How to fill a shape defined by arcs?
with help of backgrounds and intersections libraries:
\documentclass[tikz, margin=3mm]{standalone}%{article}
%\usepackage{tikz}
\usetikzlibrary{backgrounds, intersections}
\begin{document}
% \begin{figure}[htbp]
% \centering
\begin{tikzpicture}[scale=3]
% fill arcs and determine their names
\fill[white, name path=a] (0.95572,-0.29428) arc (-19.41:18.41:1);
\fill[white, name path=b] (0.9414, 0.33728) arc (226:254:1.5);
\fill[white, name path=c] (1.58918, 0.04265) arc (102:122:2);
% calculate intersections
\path[name intersections={of=a and b, by={ab}}] ;
\path[name intersections={of=a and c, by={ac}}] ;
\path[name intersections={of=b and c, by={bc}}] ;
% background fill
\scoped[on background layer]\fill[red] (ab) -- (ac) -- (bc) -- cycle; % color determine according to your wish
% drawing arcs agaib
\draw (0.95572,-0.29428) arc (-19.41:18.41:1);
\draw (0.9414, 0.33728) arc (226:254:1.5);
\draw (1.58918, 0.04265) arc (102:122:2);
\end{tikzpicture}
% \end{figure}
\end{document}
This is the first step: add --. The second step is to clip. This yields
\documentclass{article}
\usepackage{tikz}
\usetikzlibrary{intersections}
\begin{document}
\begin{figure}[htbp]
\centering
\begin{tikzpicture}[scale=3]
\tikzstyle{intersection} = [draw, circle ,fill=darkgray, inner sep=0.4mm]

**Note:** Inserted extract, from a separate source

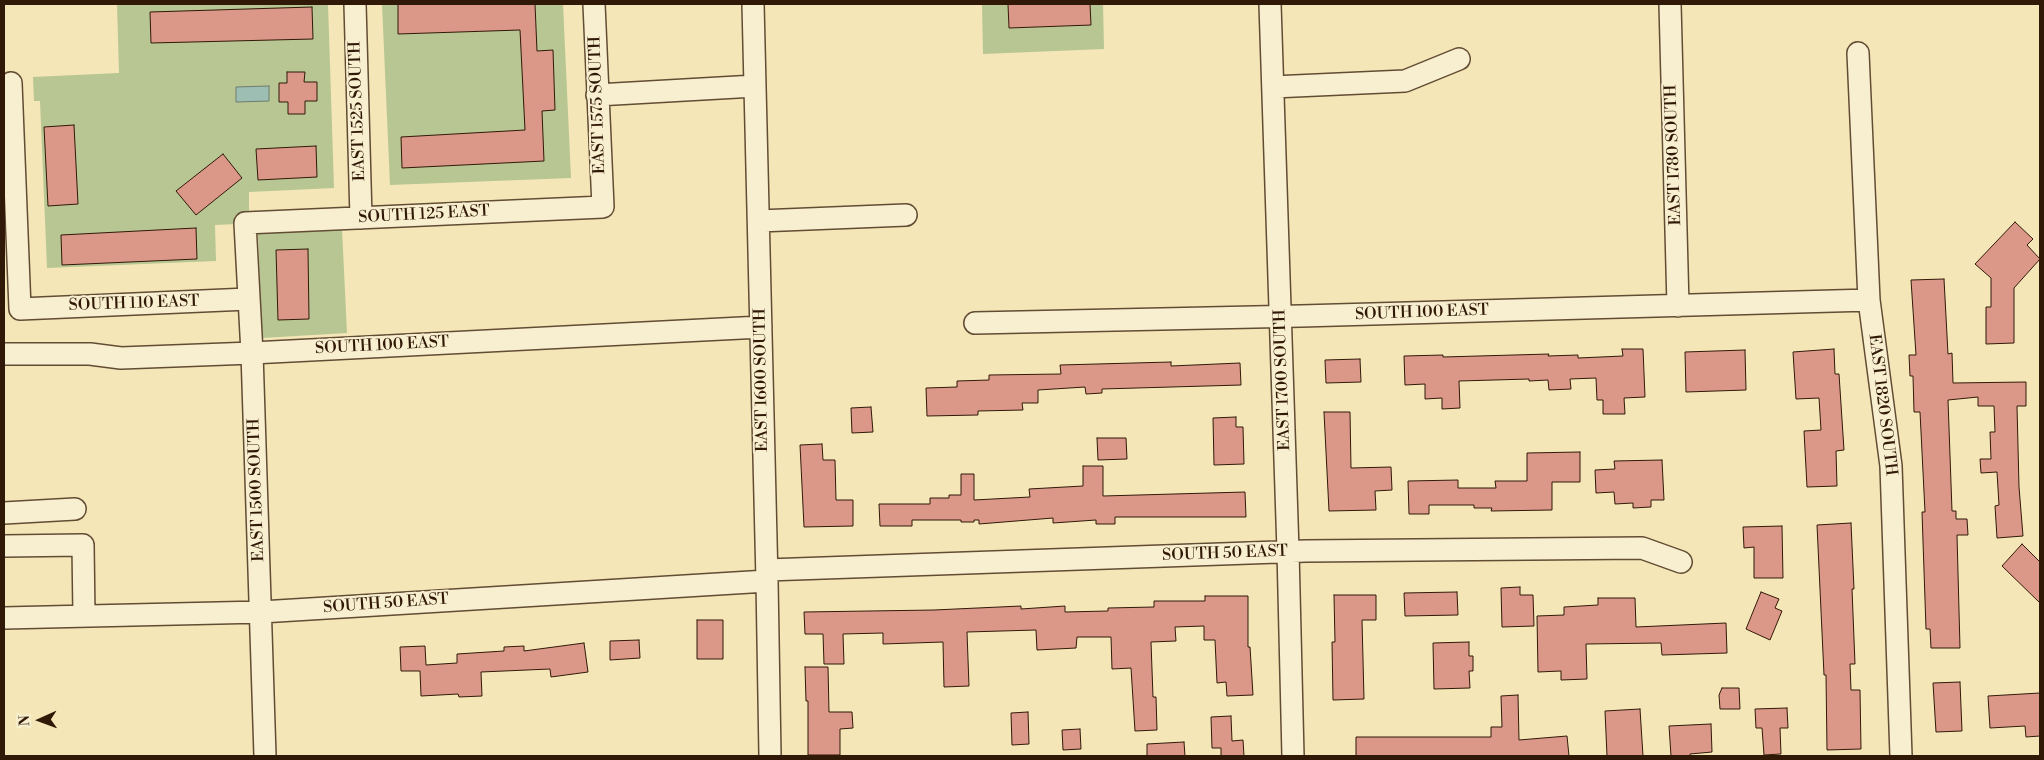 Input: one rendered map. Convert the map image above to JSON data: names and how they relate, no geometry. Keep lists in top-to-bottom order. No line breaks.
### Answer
{"streets":{"street":["EAST 1575 SOUTH","EAST 1525 SOUTH","EAST 1780 SOUTH","SOUTH 125 EAST","SOUTH 110 EAST","SOUTH 100 EAST","EAST 1600 SOUTH","EAST 1700 SOUTH","EAST 1820 SOUTH","EAST 1500 SOUTH","SOUTH 50 EAST"]},"crossings":[["EAST 1575 SOUTH","SOUTH 125 EAST"],["EAST 1525 SOUTH","SOUTH 125 EAST"],["EAST 1780 SOUTH","SOUTH 100 EAST"],["SOUTH 125 EAST","EAST 1500 SOUTH"],["SOUTH 110 EAST","EAST 1500 SOUTH"],["SOUTH 100 EAST","EAST 1600 SOUTH"],["SOUTH 100 EAST","EAST 1700 SOUTH"],["SOUTH 100 EAST","EAST 1820 SOUTH"],["SOUTH 100 EAST","EAST 1500 SOUTH"],["EAST 1600 SOUTH","SOUTH 50 EAST"],["EAST 1700 SOUTH","SOUTH 50 EAST"],["EAST 1500 SOUTH","SOUTH 50 EAST"]],"north":"left"}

\draw[name path=path1] (0.95572,-0.29428) arc (-19.41:18.41:1);
\draw[name path=path2] (0.9414, 0.33728) arc (226:254:1.5);
\draw[name path=path3] (1.58918, 0.04265) arc (102:122:2);
\path[name intersections={of=path1 and path2,by=x12}];
\path[name intersections={of=path2 and path3,by=x23}];
\path[name intersections={of=path3 and path1,by=x31}];
\begin{scope}
\clip (x12)--(x23)--(x31)--cycle;
\filldraw[draw=black,fill=blue] (0.95572,-0.29428) arc (-19.41:18.41:1) -- (0.9414, 0.33728) arc
(226:254:1.5)-- (1.58918, 0.04265) arc (102:122:2);
\end{scope}
\end{tikzpicture}
\end{figure}
\end{document}
EDIT: I only made the code a bit shorter and changed the fill color, otherwise this is the original code.